Dés lors comment expliquer cette singulière posture sur la question du rapport aux institutions qui fait coexister chez d’excellents camarades ouverture d’esprit, désir réel de confrontation sur le fond et parfois même audace théorique avec un tel conservatisme politique et organisationnel ? Logiciel hérité des « année 30 » et impossible à le dépasser aussi longtemps que les révolutions du 21e siècle n’auront pas trouvé leur chemin ? Ou plus simplement peur quasi panique de scénario à la brésilienne faisant passer en quelques années des « grandes espérances » portées par le Parti des travailleurs, Démocratie socialiste en son sein et les promesses de gestion alternative des villes ou d’état dépassant les millions d’habitants aux « illusions perdues » du « lullisme » et l’intégration institutionnelle voire gouvernementale d’une partie de notre courant qui conduira à son éclatement.

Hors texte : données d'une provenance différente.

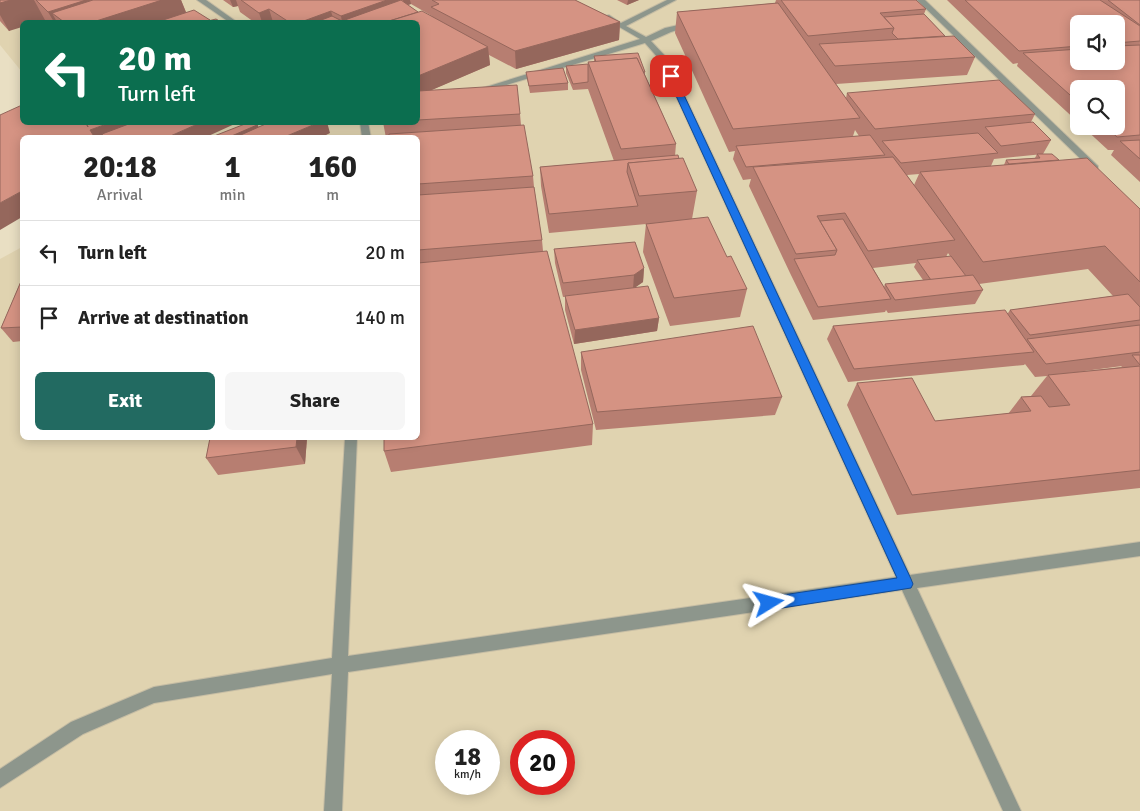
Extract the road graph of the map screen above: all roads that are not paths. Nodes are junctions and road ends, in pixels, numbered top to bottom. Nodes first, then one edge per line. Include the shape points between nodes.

Le problème est réel. Mais la peur n’a jamais évité le danger et l’immobilisme est parfois le plus sûr moyen de cumuler les inconvénients et de prendre de plein fouet le « vieux qui se meurt » sans se donner les moyens d’accompagner et de faire croître « le jeune qui hésite à naître ». Nous y sommes, en général dans le monde tel qu’il va, en particulier dans cette singulière micro institution qu’est le NPA.
Le débat ne peut donc se résoudre à la question : pour ou contre les institutions. Elles existent, et nous existons, comme mouvement ouvrier, à travers elles. C’est justement l’idée d’une « subversion » des institutions : non pas en faire une finalité mais un moyen ; non pas le vecteur de la révolution, mais un outil révolutionnaire. C’est, notamment, par elles que passe la construction de la classe ouvrière comme sujet politique, comme sujet révolutionnaire.